Ante la gravedad de la situación en España, se vislumbran cuatro escenarios de lo que va a acontecer, que dependerá de las decisiones que se tomen:
Juan Ramón Rallo lo explica en este artículo:
"El inmovilismo de los Gobiernos españoles durante los últimos cuatro años ha
enquistado y agrandado los dos problemas básicos de nuestra economía: el
desajuste real (nuestro descompuesto aparato productivo) y el desajuste
financiero (nuestro excesivo endeudamiento público y privado).
Así lo han
entendido en los últimos meses la gran mayoría de inversores, quienes han optado
por huir en manada de los activos españoles, encareciendo nuestros costes de
financiación. En julio nuestro país ha vivido momentos auténticamente límites
que parecían apuntar a su inminente suspensión de pagos.

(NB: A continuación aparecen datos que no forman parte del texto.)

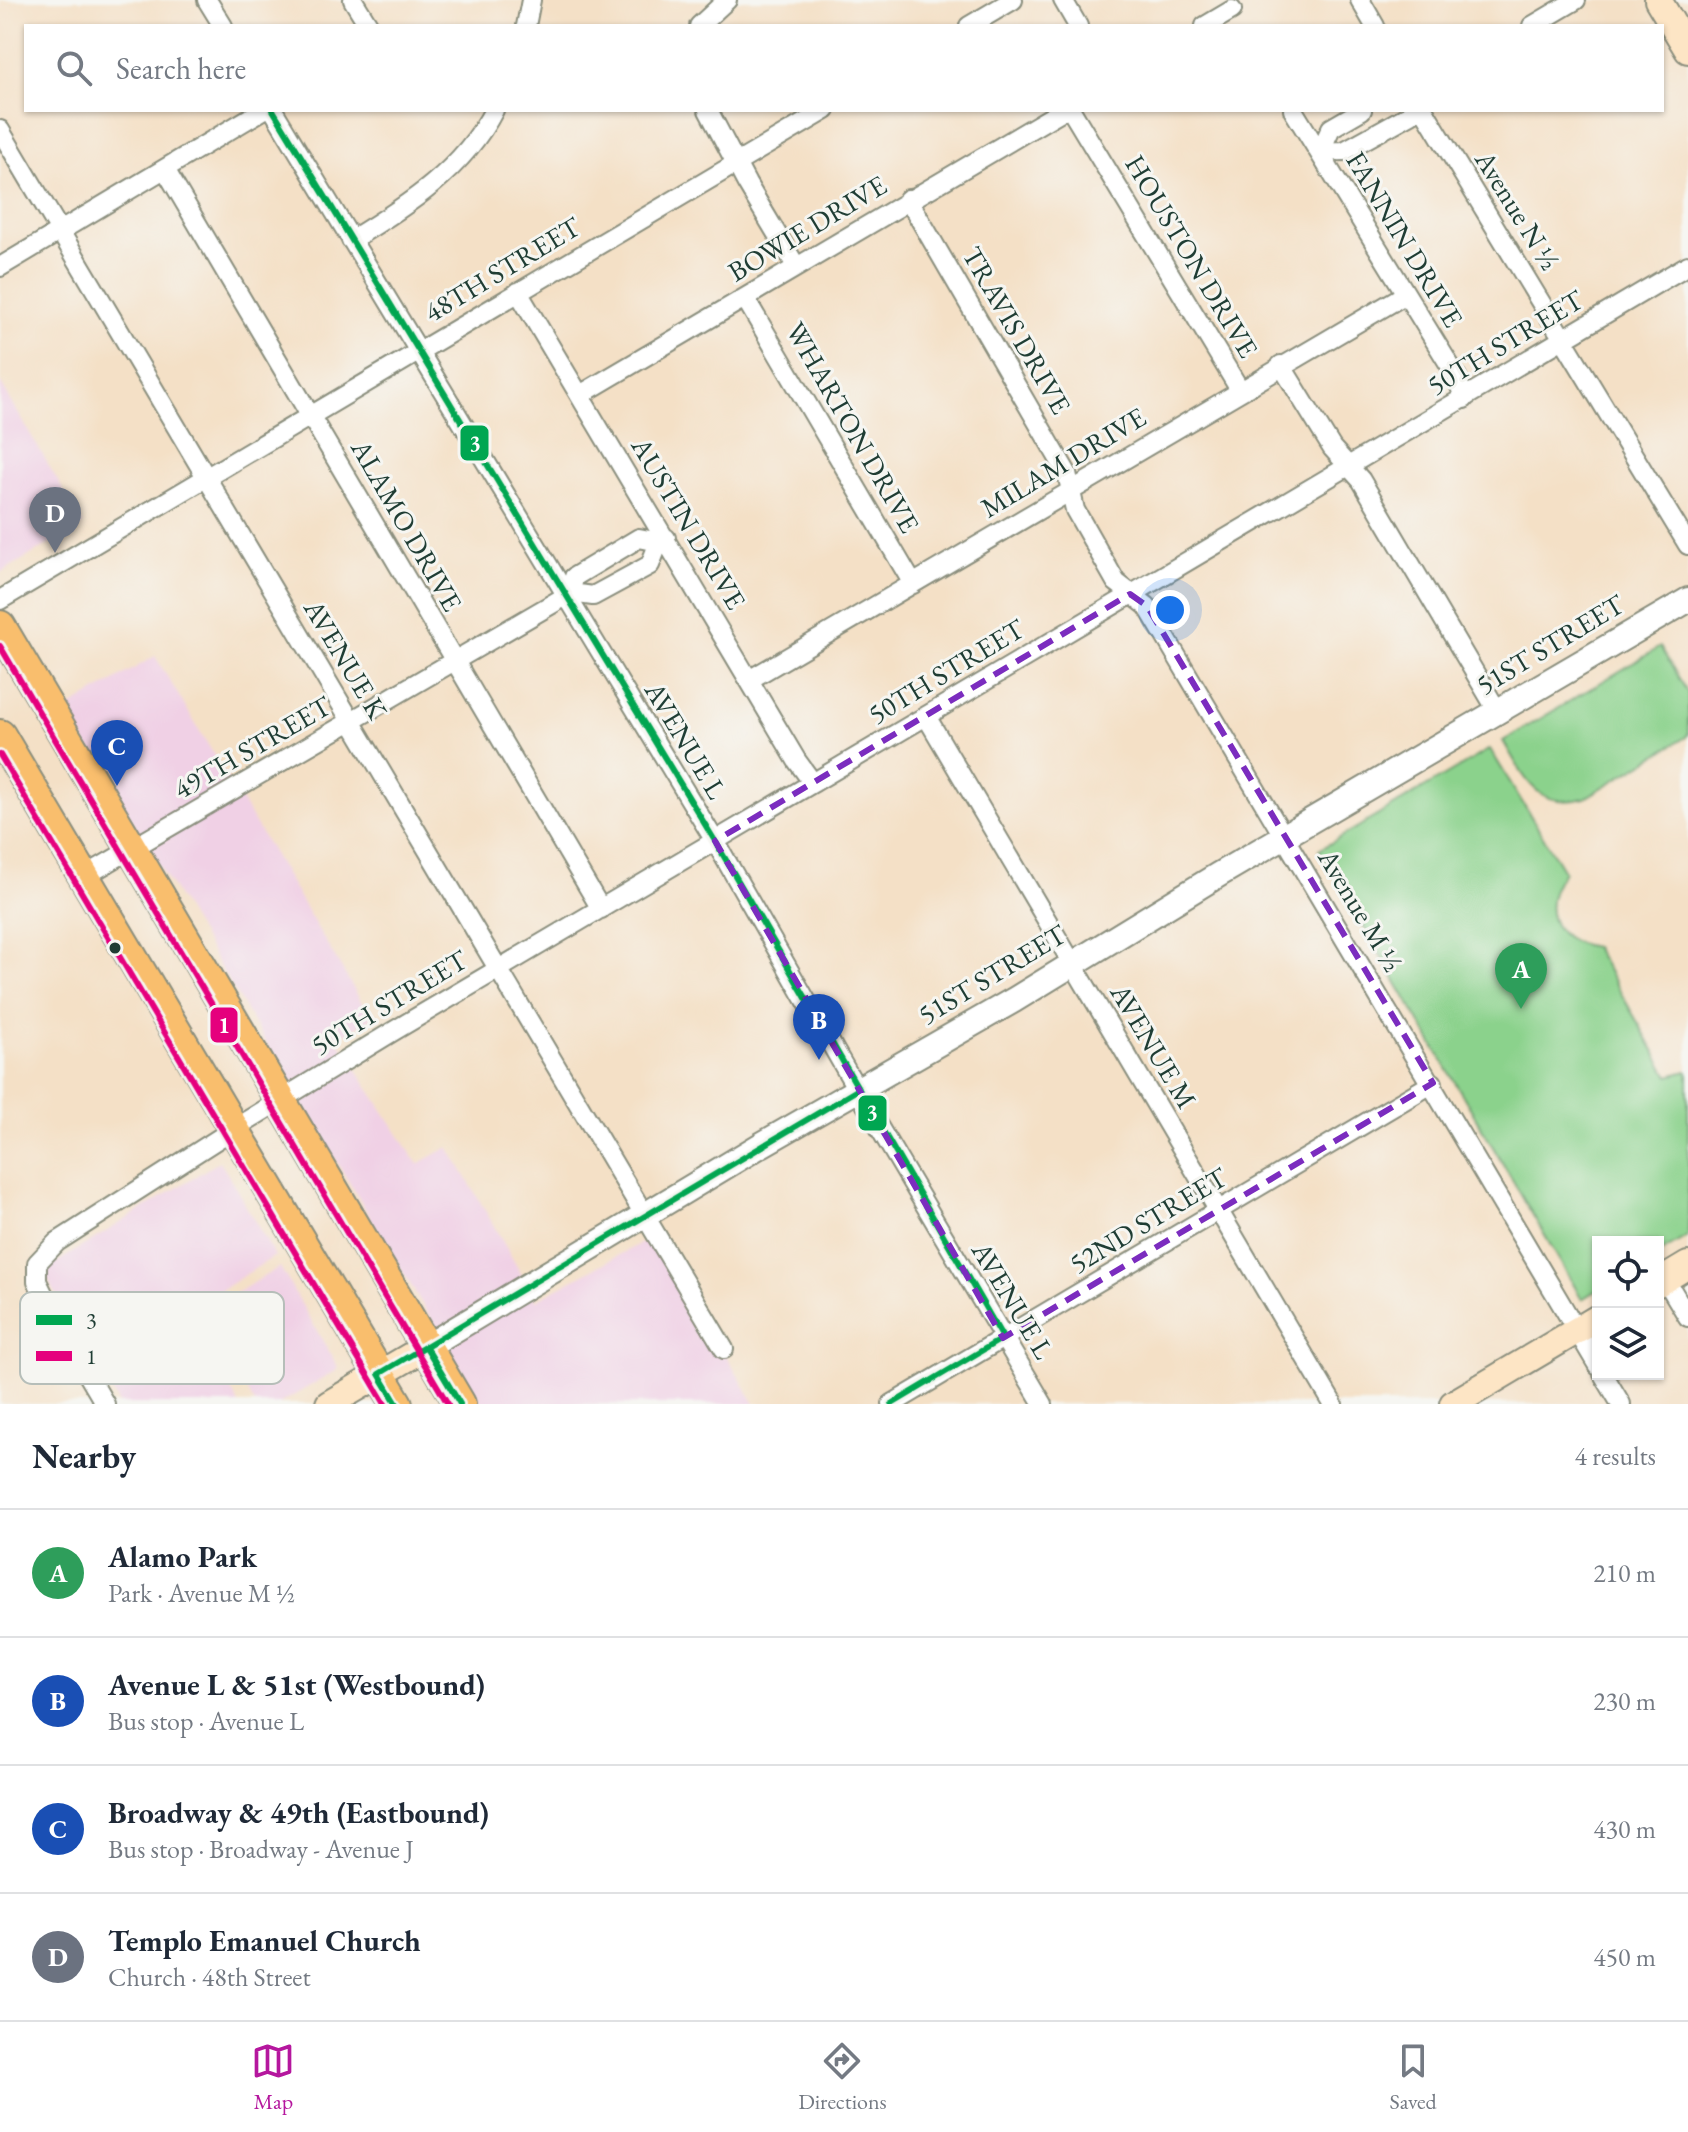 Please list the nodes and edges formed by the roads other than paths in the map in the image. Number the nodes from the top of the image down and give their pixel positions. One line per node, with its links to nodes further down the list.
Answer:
1 (207, 0): 11 (street)
2 (353, 0): 12 (street)
3 (531, 0): 13 (street)
4 (727, 0): 14 (street)
5 (1013, 0): 15 (street)
6 (1063, 0): 16 (street)
7 (1360, 0): 18 (street)
8 (1576, 0): 19 (street)
9 (1658, 0): 20 (main road)
10 (1233, 12): 17 (street)
11 (222, 24)
12 (368, 24)
13 (526, 24)
14 (701, 24)
15 (972, 24)
16 (1077, 24)
17 (1209, 24)
18 (1374, 24)
19 (1535, 24)
20 (1688, 50)
21 (260, 112): 35 (street)
22 (274, 112): 38 (street, AVENUE L)
23 (493, 112): 38 (street)
24 (709, 112): 34 (street)
25 (823, 112): 34 (street, 48TH STREET)
26 (1060, 112): 36 (street, BOWIE DRIVE)
27 (1072, 112): 48 (street, HOUSTON DRIVE)
28 (1294, 112): 33 (street, FANNIN DRIVE)
29 (1359, 112): 33 (street)
30 (1412, 112): 33 (street)
31 (1425, 112): 45 (street, Avenue N ½)
32 (0, 130): 37 (street, AVENUE K)
33 (1320, 152): 43 (street, FANNIN DRIVE)
34 (736, 163): 40 (street); 42 (street, 48TH STREET)
35 (165, 169): 37 (street); 51 (street, ALAMO DRIVE)
36 (908, 199): 40 (street, BOWIE DRIVE); 54 (street, TRAVIS DRIVE)
37 (60, 232): 41 (street); 53 (street, AVENUE K)
38 (351, 240): 46 (street, AVENUE L)
39 (1688, 265): 45 (street, 50TH STREET)
40 (796, 266): 44 (street, BOWIE DRIVE)
41 (0, 267)
42 (518, 292): 46 (street, 48TH STREET); 49 (street, AUSTIN DRIVE)
43 (1406, 294): 47 (street, MILAM DRIVE); 50 (street, FANNIN DRIVE)
44 (745, 298): 49 (street, BOWIE DRIVE); 57 (street, WHARTON DRIVE)
45 (1565, 339): 50 (street, 50TH STREET); 56 (street, Avenue N ½)
46 (418, 352): 51 (street, 48TH STREET); 58 (street, AVENUE L)
47 (1281, 365): 48 (street, MILAM DRIVE); 52 (street, HOUSTON DRIVE)
48 (1240, 390): 54 (street, MILAM DRIVE)
49 (580, 395): 55 (street, AUSTIN DRIVE)
50 (1464, 399): 52 (street, 50TH STREET)
51 (310, 416): 53 (street, 48TH STREET); 63 (street, ALAMO DRIVE)
52 (1349, 466): 59 (street, 50TH STREET); 65 (street, HOUSTON DRIVE)
53 (206, 478): 60 (street, 48TH STREET); 67 (street, AVENUE K)
54 (1071, 491): 57 (street, MILAM DRIVE); 59 (street, Avenue M ½)
55 (662, 540): 58 (street, 49TH STREET); 58 (street, 49TH STREET); 64 (street, AUSTIN DRIVE)
56 (1688, 545)
57 (913, 584): 64 (street, MILAM DRIVE)
58 (568, 594): 63 (street, 49TH STREET); 71 (street, AVENUE L)
59 (1130, 594): 66 (street, 50TH STREET); 70 (street, Avenue M ½)
60 (0, 600)
61 (1688, 600): 65 (street, 51ST STREET)
62 (0, 626): 72 (main road)
63 (455, 661): 67 (street, 49TH STREET); 74 (street, ALAMO DRIVE)
64 (749, 680): 69 (street, AUSTIN DRIVE)
65 (1498, 712): 70 (street, 51ST STREET)
66 (926, 716): 69 (street, 50TH STREET); 75 (street, AVENUE M)
67 (351, 722): 72 (street, 49TH STREET); 76 (street, AVENUE K)
68 (0, 735): 73 (main road)
69 (813, 783): 71 (street, 50TH STREET)
70 (1284, 837): 75 (street, 51ST STREET); 77 (street, Avenue M ½)
71 (715, 841): 74 (street, 50TH STREET); 78 (street, AVENUE L)
72 (133, 849): 73 (street, 49TH STREET); 79 (main road)
73 (85, 876): 80 (main road)
74 (601, 909): 76 (street, 50TH STREET)
75 (1073, 964): 78 (street, 51ST STREET); 81 (street, AVENUE M)
76 (498, 970): 79 (street, 50TH STREET); 82 (street, AVENUE K)
77 (1433, 1083): 81 (street, 52ND STREET); 88 (street, Avenue M ½)
78 (857, 1090): 82 (street, 51ST STREET); 89 (street, AVENUE L)
79 (281, 1100): 80 (street, 50TH STREET); 90 (main road)
80 (235, 1128): 86 (street, 50TH STREET); 92 (main road)
81 (1219, 1210): 89 (street, 52ND STREET); 101 (street, AVENUE M)
82 (643, 1215): 90 (street, 51ST STREET); 91 (street, AVENUE K)
83 (1688, 1265): 84 (main road)
84 (1664, 1280)
85 (1664, 1284): 87 (street)
86 (42, 1292)
87 (1688, 1317)
88 (1587, 1324): 102 (main road)
89 (1003, 1338): 99 (street, 52ND STREET); 100 (street, AVENUE L)
90 (426, 1347): 92 (main road, 51ST STREET); 98 (main road)
91 (724, 1349)
92 (379, 1374): 96 (main road, 51ST STREET); 97 (main road)
93 (1607, 1380): 103 (street)
94 (94, 1384): 95 (street, 50TH STREET)
95 (105, 1404)
96 (329, 1404)
97 (397, 1404)
98 (460, 1404)
99 (892, 1404)
100 (1043, 1404)
101 (1333, 1404)
102 (1453, 1404)
103 (1621, 1404) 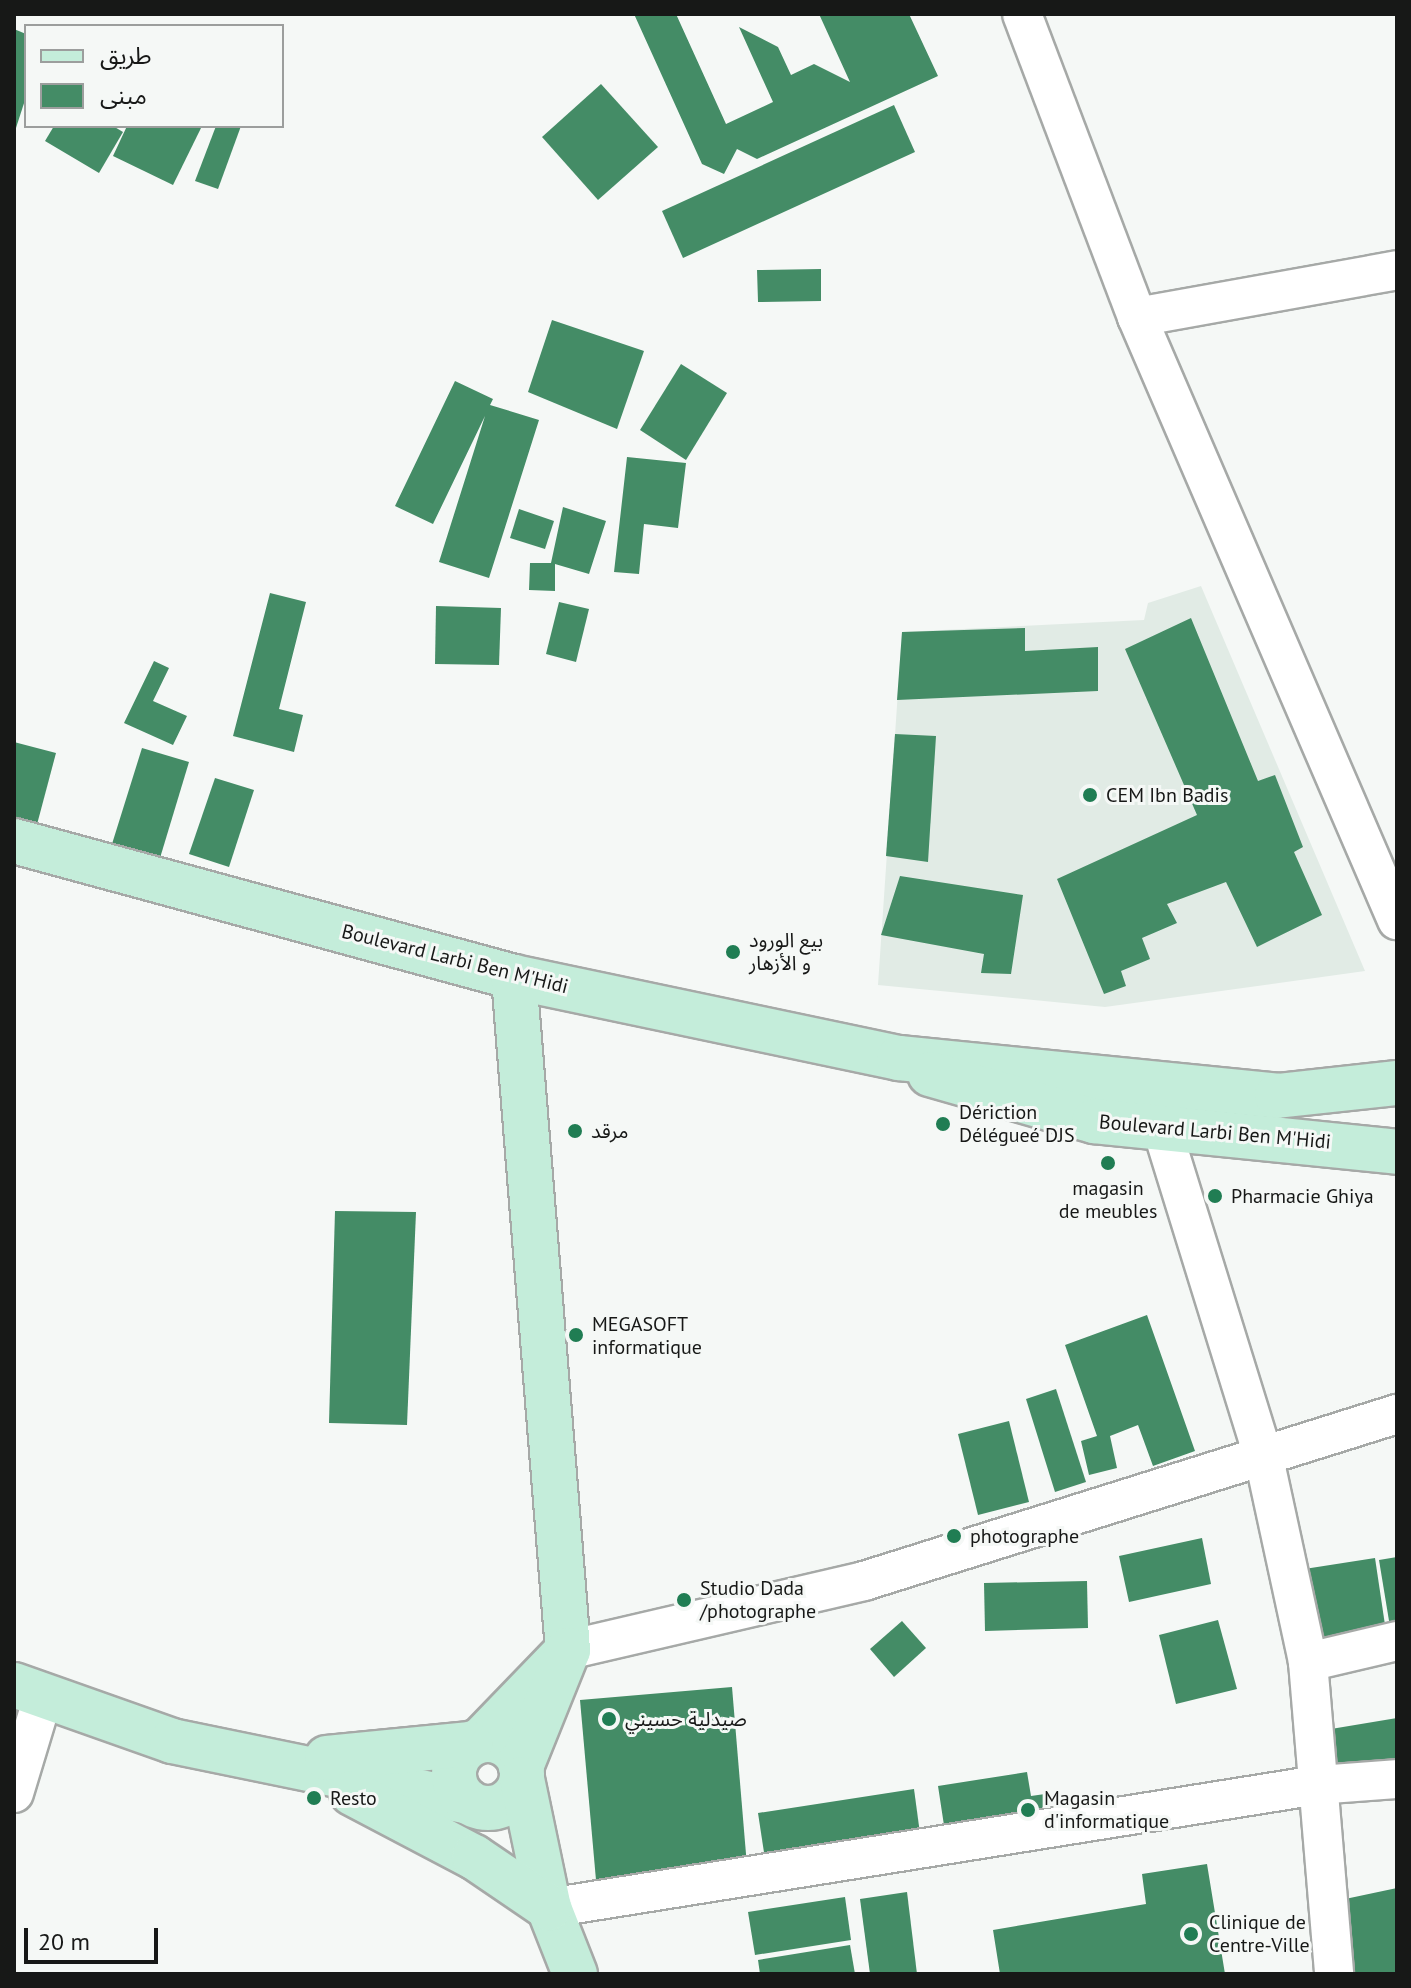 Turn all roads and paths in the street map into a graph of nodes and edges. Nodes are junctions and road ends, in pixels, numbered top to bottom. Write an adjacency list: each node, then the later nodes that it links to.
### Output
1 (1022, 14): 3 (street)
2 (1397, 270): 3 (street)
3 (1137, 317): 5 (street)
4 (14, 841): 6 (street, Boulevard Larbi Ben M'Hidi)
5 (1397, 920)
6 (514, 977): 7 (street, Boulevard Larbi Ben M'Hidi); 17 (street)
7 (899, 1058): 9 (street, Boulevard Larbi Ben M'Hidi); 11 (street, Boulevard Larbi Ben M'Hidi)
8 (1397, 1083): 9 (street, Boulevard Larbi Ben M'Hidi)
9 (1163, 1085): 11 (street)
10 (1397, 1098): 12 (street)
11 (1162, 1129): 13 (street, Boulevard Larbi Ben M'Hidi); 15 (street)
12 (1397, 1135)
13 (1397, 1152)
14 (1397, 1414): 15 (street)
15 (1264, 1458): 17 (street); 18 (street)
16 (1397, 1641): 18 (street)
17 (568, 1650): 20 (street); 22 (street)
18 (1308, 1662): 24 (street)
19 (28, 1693): 21 (street); 25 (street)
20 (476, 1742): 21 (street); 22 (street); 26 (street)
21 (288, 1762): 26 (street); 27 (street)
22 (522, 1773): 26 (street); 27 (street)
23 (1397, 1779): 24 (street)
24 (1318, 1785): 27 (street); 29 (street)
25 (14, 1793)
26 (468, 1802)
27 (549, 1908): 28 (street)
28 (575, 1974)
29 (1334, 1974)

En estos momentos, la
situación dista mucho de haberse estabilizado y, de hecho, es muy improbable que
el país pueda continuar en su estado actual durante muchas semanas más. Dicho de
otro modo, a muy probablemente nuestro futuro pasará por alguno de estos cuatro
escenarios.
Rescate exterior
Si atendemos a las declaraciones de los distintos políticos del Continente,
se trata de la opción más probable a corto plazo y que, de hecho, ya ha sido
aprobada para la banca española. La duda parece estar en si se tratará de un
rescate acompañado de intervención (compra de deuda por los fondos de rescate) o
no (adquisición de deuda por el BCE). Los Gobiernos de España e Italia llevan
meses implorando un rescate que les deje las manos libres y, obviamente,
nuestros potenciales prestamistas –nuestros acreedores del norte de Europa– son
reacios no sólo a comprometer más fondos a unas esclerotizadas economías
periféricas sino, sobre todo, a hacerlo sin contrapartidas que faciliten su
devolución.
Precisamente, esta es la piedra de toque del rescate exterior: su única
utilidad consiste en proporcionar tiempo a las economías rescatadas para que
completen su desapalancamiento y la transformación de su aparato productivo. El
problema es que ni siquiera una estricta intervención asegura que, una vez
garantizado el paragua del crédito barato, los países rescatados acometan todos
los ajustes y reformas necesarios. Al contrario, como nos ha mostrado el caso
griego, una vez los gobernantes obtienen la financiación barata que necesitan,
lo normal es que se relejen y se nieguen a promover medidas impopulares,
especialmente en ausencia de un indicador exógeno que, como la prima de riesgo,
acredite la extrema gravedad de la situación económica.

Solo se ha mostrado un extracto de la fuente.